I'm sitting here listening to the news on NPR because I have the time, being underemployed this summer. I'm not complaining about that; I'm resourceful and am putting together work, unlike people who are married to their jobs and if and when they lose them (GM) are completely down and out, apparently.
Anyway, the news contains yet another story about how so many jobs will be produced this summer by this federal government stimulus money. Now don't get me wrong: I'm glad our tax dollars- or future debt to China, or whatever the source may be- will provide employment for some of us. However, there are strings attached to a lot of this money that have people in the position of receiving and using the cash to scratch their heads and in some cases tear what hair they have out of their skulls.
What I am talking about is the timeline attached to a lot of this money- millions of dollars, at least- requiring recipients to put all the money to work in a very short span of time. People, I am not going to bust on the bureaucracy here, but if you have had any level of civics education from a decent instructor, you know a fundamental rule of government: Productive activity works incrementally and takes time, especially when there is mandatory monitoring and reporting- a good thing- attached to public funds.
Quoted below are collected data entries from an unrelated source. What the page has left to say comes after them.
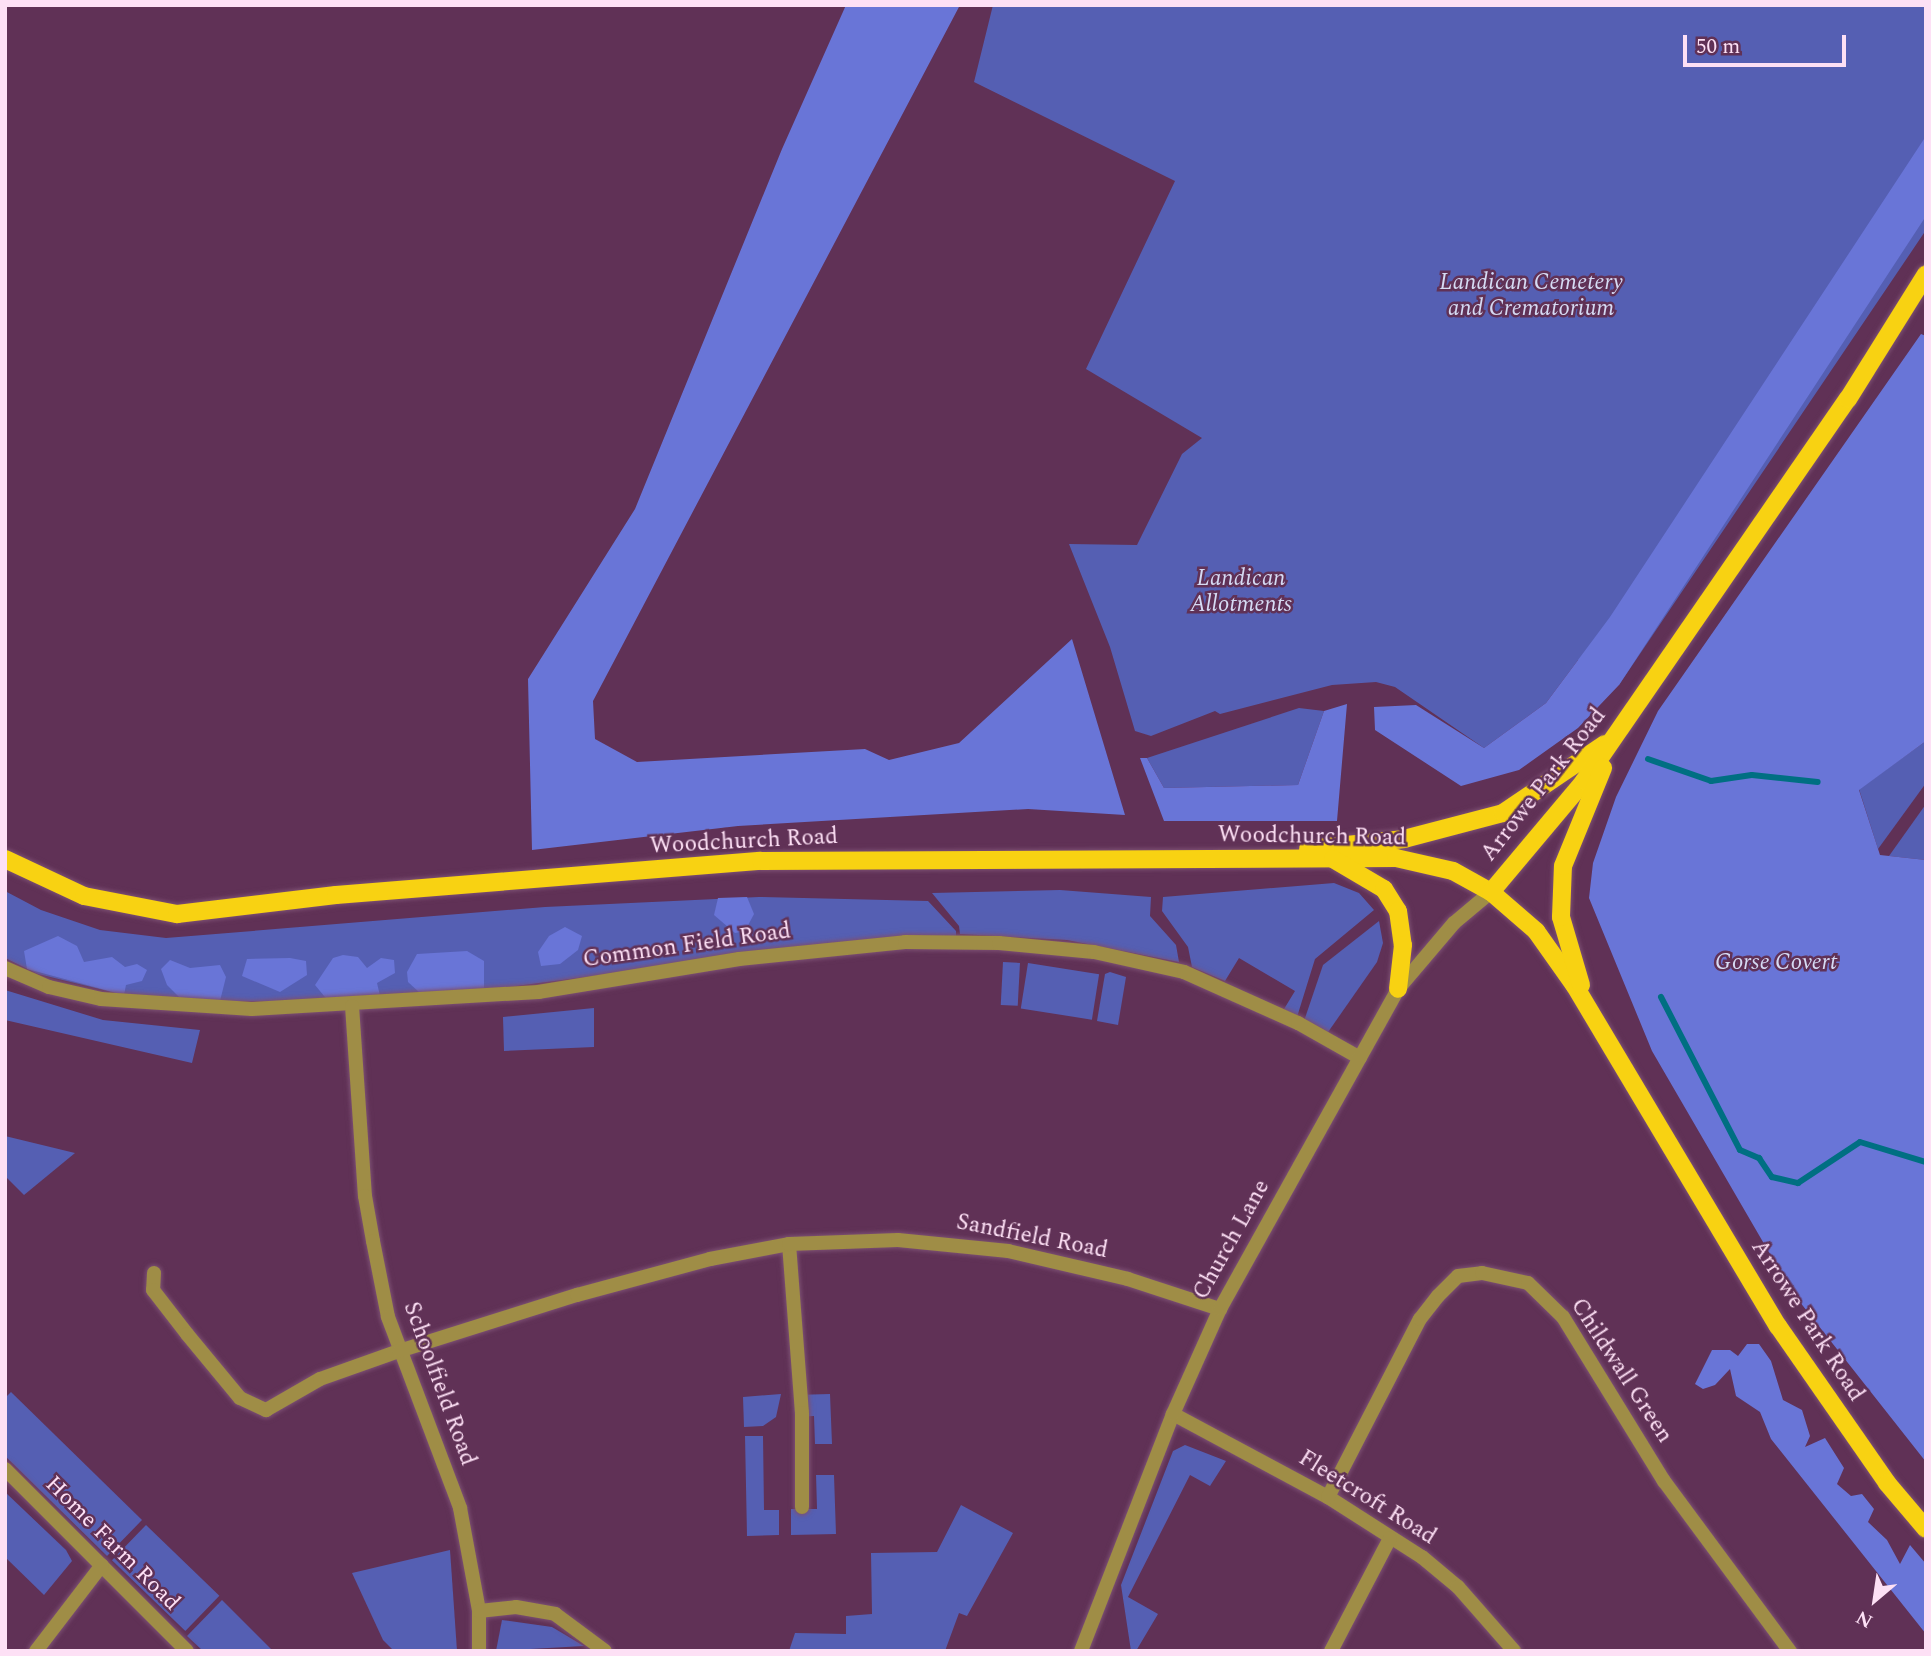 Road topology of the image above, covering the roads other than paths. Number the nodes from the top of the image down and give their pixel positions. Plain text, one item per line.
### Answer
1 (1926, 274) edge
2 (1614, 739) junction
3 (5, 859) edge
4 (1333, 859) junction
5 (1223, 860) junction
6 (1491, 892) junction
7 (5, 968) edge
8 (1398, 989) junction
9 (352, 1006) junction
10 (1587, 1006) junction
11 (1360, 1058) junction
12 (789, 1244) junction
13 (155, 1273) dead end
14 (1220, 1309) junction
15 (400, 1351) junction
16 (1173, 1414) junction
17 (5, 1469) edge
18 (1328, 1497) junction
19 (802, 1507) dead end
20 (1926, 1529) edge
21 (1390, 1538) junction
22 (102, 1565) junction
23 (479, 1611) junction
24 (36, 1651) edge
25 (187, 1651) edge
26 (480, 1651) edge
27 (605, 1651) edge
28 (1081, 1651) edge
29 (1331, 1651) edge
30 (1514, 1651) edge
31 (1790, 1651) edge

1 - 2 main road, Arrowe Park Road
2 - 5 main road
2 - 6 main road, Arrowe Park Road
2 - 10 main road
3 - 5 main road, Woodchurch Road
4 - 5 main road, Woodchurch Road
4 - 6 main road, Woodchurch Road
4 - 8 main road
6 - 8 street, Church Lane
6 - 10 main road, Arrowe Park Road
7 - 9 street, Common Field Road
8 - 11 street, Church Lane
9 - 11 street, Common Field Road
9 - 15 street, Schoolfield Road
10 - 20 main road, Arrowe Park Road
11 - 14 street, Church Lane
12 - 14 street, Sandfield Road
12 - 15 street, Sandfield Road
12 - 19 street
13 - 15 street, Sandfield Road
14 - 16 street, Church Lane
15 - 23 street, Schoolfield Road
16 - 18 street, Fleetcroft Road
16 - 28 street, Church Lane
17 - 22 street, Home Farm Road
18 - 21 street, Fleetcroft Road
18 - 31 street, Childwall Green
21 - 29 street
21 - 30 street, Fleetcroft Road
22 - 24 street
22 - 25 street, Home Farm Road
23 - 26 street, Schoolfield Road
23 - 27 street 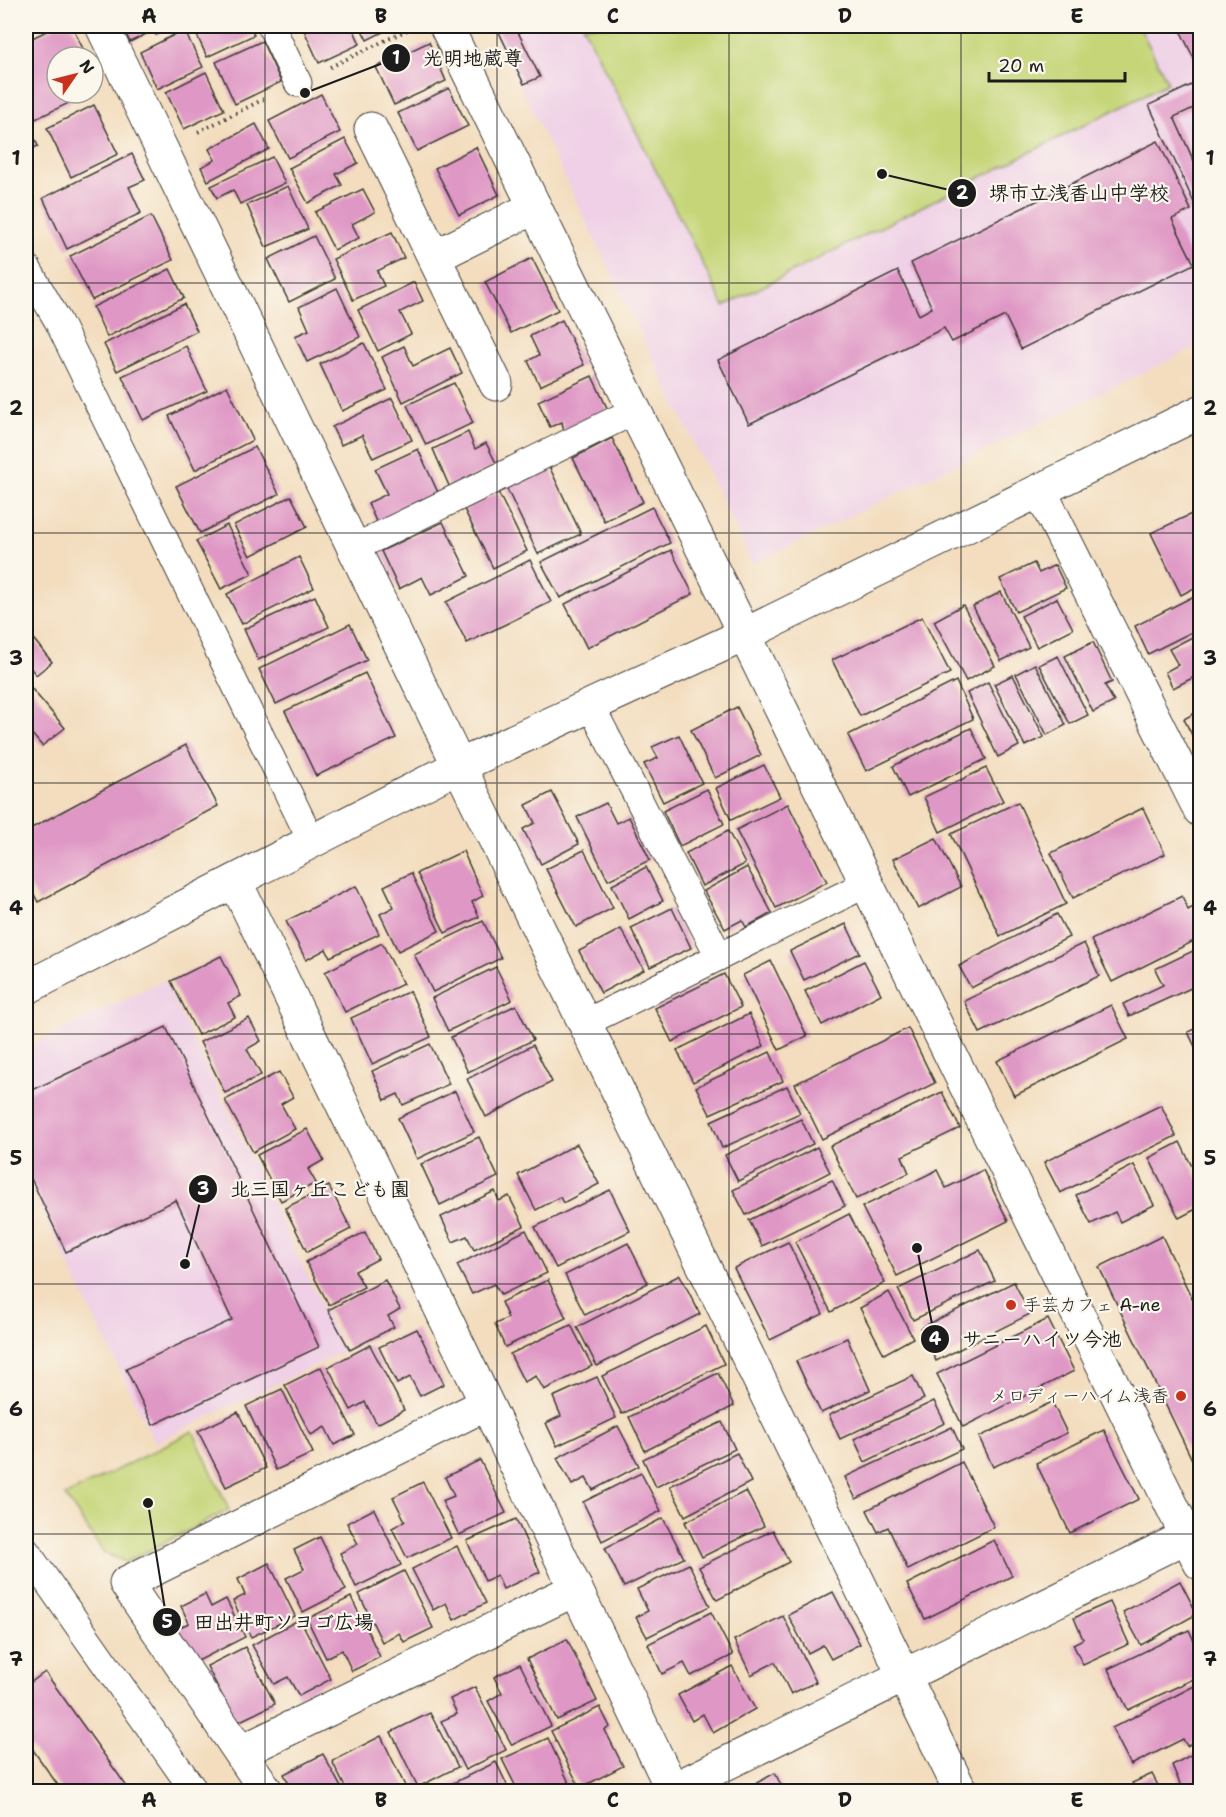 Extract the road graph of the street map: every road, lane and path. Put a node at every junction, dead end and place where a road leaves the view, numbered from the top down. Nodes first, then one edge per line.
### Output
1 (102, 26) edge
2 (271, 26) edge
3 (446, 26) edge
4 (298, 83) dead end
5 (371, 129) dead end
6 (535, 207) junction
7 (434, 257) junction
8 (26, 266) edge
9 (496, 384) dead end
10 (634, 411) junction
11 (1200, 412) edge
12 (1040, 490) junction
13 (354, 548) junction
14 (744, 635) junction
15 (591, 706) junction
16 (459, 766) junction
17 (1200, 810) edge
18 (312, 842) junction
19 (235, 881) junction
20 (866, 884) junction
21 (719, 956) junction
22 (26, 988) edge
23 (585, 1023) junction
24 (486, 1404) junction
25 (1196, 1543) edge
26 (28, 1560) edge
27 (576, 1589) junction
28 (904, 1675) junction
29 (240, 1752) junction
30 (670, 1790) edge
31 (195, 1791) edge
32 (267, 1791) edge
33 (961, 1791) edge

1 - 13 street
2 - 4 lane
3 - 6 street
5 - 7 street
6 - 7 street
6 - 10 street
7 - 9 street
8 - 18 lane
10 - 13 lane
10 - 14 street
11 - 12 street
12 - 14 street
12 - 17 street
13 - 16 street
14 - 15 street
14 - 20 street
15 - 16 street
15 - 21 lane
16 - 18 street
16 - 23 street
18 - 19 street
19 - 22 street
19 - 24 street
20 - 21 lane
20 - 25 street
21 - 23 lane
23 - 28 street
24 - 27 street
24 - 29 street
25 - 28 street
26 - 31 lane
27 - 29 street
27 - 30 street
28 - 30 street
28 - 33 street
29 - 32 street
At just one conference alone last week, the American Society for Mining and Reclamation and Billings Land Symposium in Billings, MT, I heard from numerous agency sources in both technical sessions and social happy hour conversations, a common theme: We are being offered millions of dollars, but we have to spend it in X amount of time on projects that take more than X amount of time just to plan properly. And if we don't use that money in that X amount of time, we will lose it.
Oooops. Look; these economic hard times took a long time- years- to manifest, and trying to fix it all in a few short months is like trying to apply a Flinstones bandaid to skin cancer. That's all I have to say today. Back to the news, and out to some gardens to make a living, now that the sun's broken through the clouds.